What Does Sony Have Against Spidey?

First, Sam Raimi is forced to cram too many villains (by which I mean Venom, who he didn’t want to use) into Spider-Man 3; then Sony (essentially) cans him, as well as his cast and crew, rebooting the franchise  and handing the directoral reins to Marc Webb, who’s prior film was “500 Days Of Summer,” which was well-done and entertaining, though hardly what I would call an audition for something as massive as Spider-Man.

Webb’s “The Amazing Spider-Man” cost somewhere north of $200 million to produce, so you’d think that Sony–which isn’t doing too well in electronics (its core business), and a weaker-than-expected showing for Men In Black 3–would want to optimize how well a tent pole like that does at the box office.

Assuming that to be the case, why would you release your film on July 3, a Tuesday and a work day for most of us, when the next is a national holiday?
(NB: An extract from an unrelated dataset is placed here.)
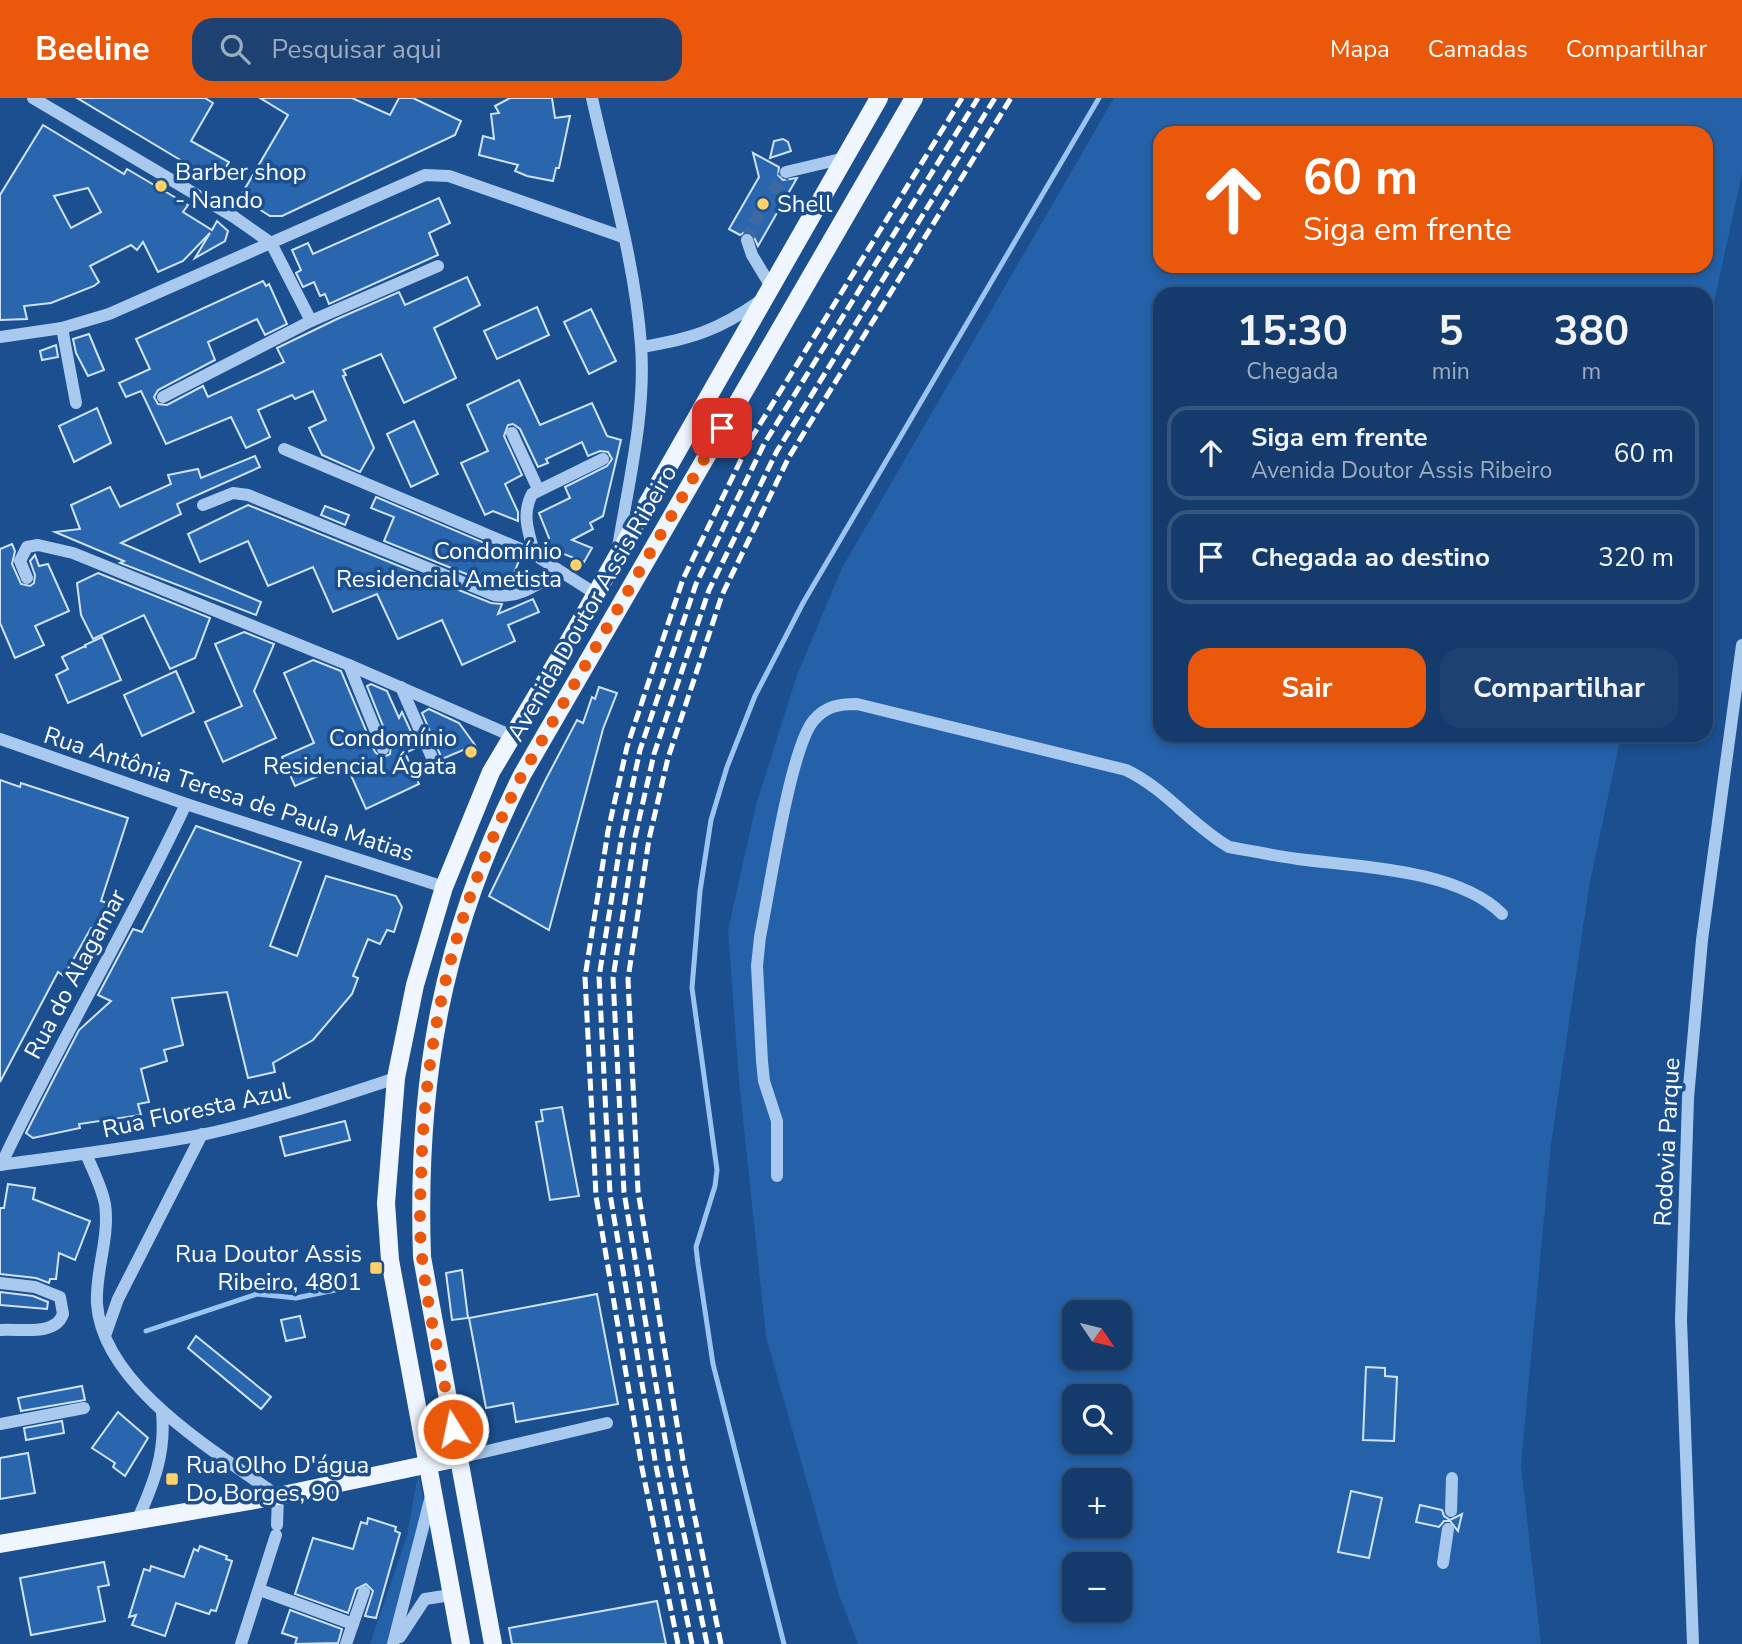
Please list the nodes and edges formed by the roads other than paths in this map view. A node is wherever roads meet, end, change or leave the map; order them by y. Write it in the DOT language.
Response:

Now, I fully expect that there will be people who catch showings later that day, but I wouldn’t be surprised if viewership tapers off.

This leads me to ask:  Why not release it three days later, on the 6th.  This way the Fourth of July is out of people’s systems, and they’re revved up for some escapist entertainment.
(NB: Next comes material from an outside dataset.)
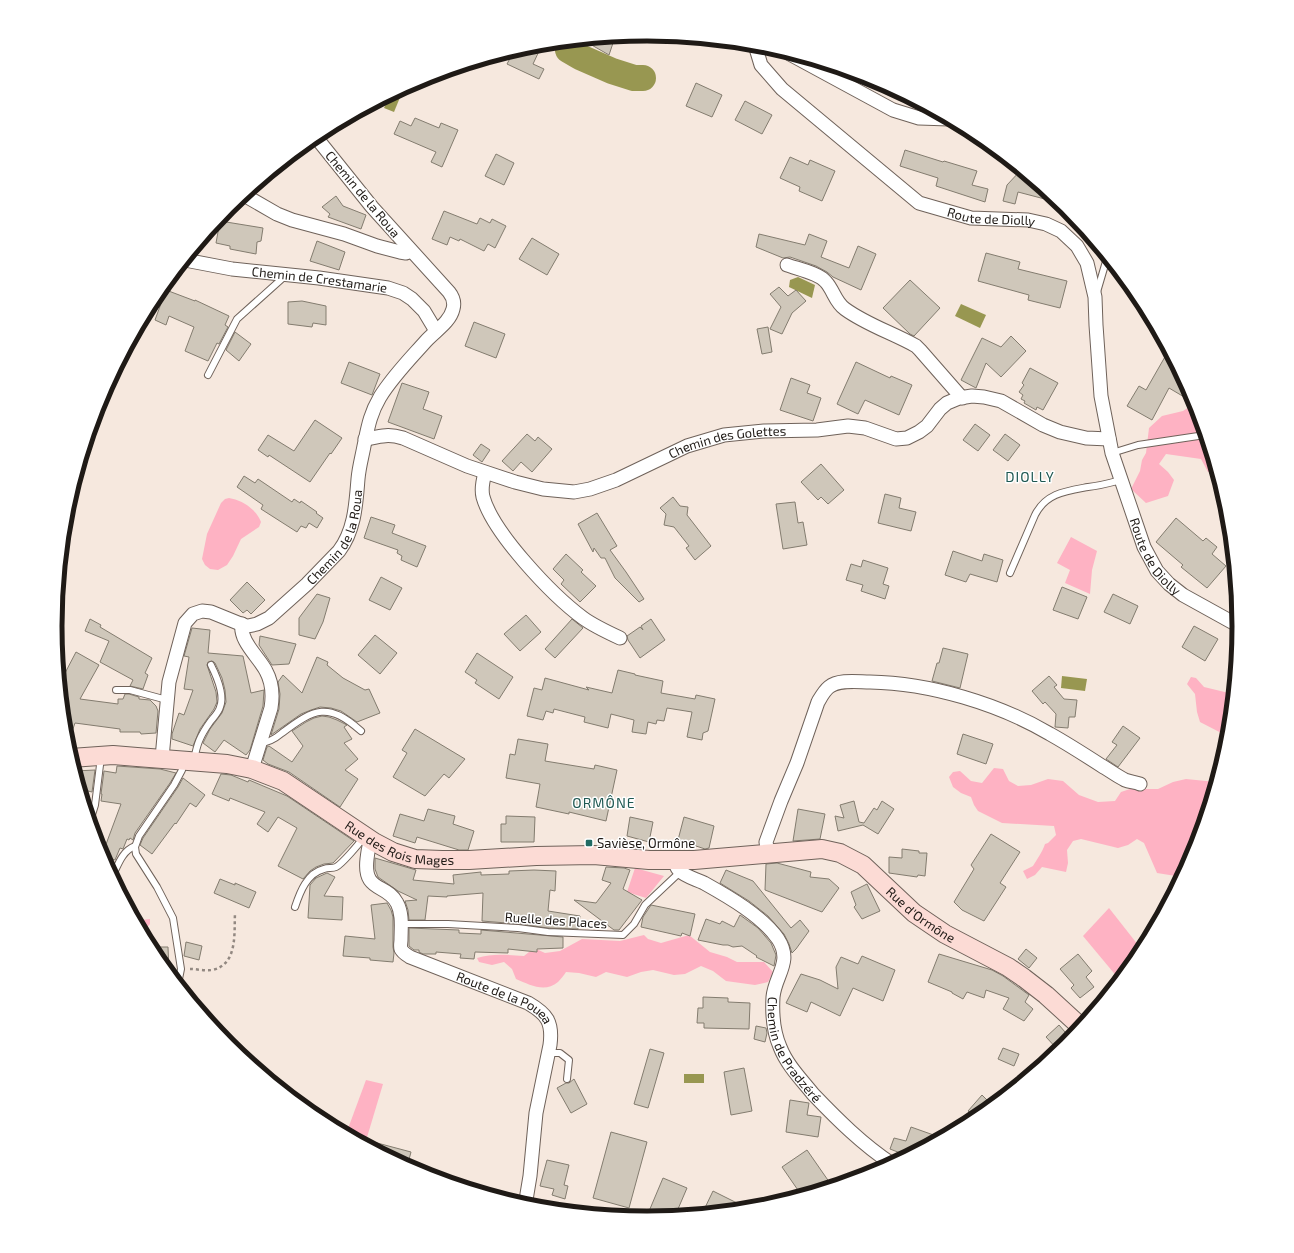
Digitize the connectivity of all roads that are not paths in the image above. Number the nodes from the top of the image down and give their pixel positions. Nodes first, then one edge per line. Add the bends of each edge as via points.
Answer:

Besides how expensive this film was to produce, I think that its primary import is to demonstrate that you can replace not only the lead actor in an almost billion-dollar franchise, but the entire production team, and have a success.

The last time that that was tried was with the ‘Batman’ films, with the director’s chair being occupied first by Tim Burton, then by Joel Schumacher, which didn’t nearly do as well as most of us would have liked.

Though in Marc Webb’s defense, I suspect that he”ll engage in less blatantly homoerotic imagery than Schumacher.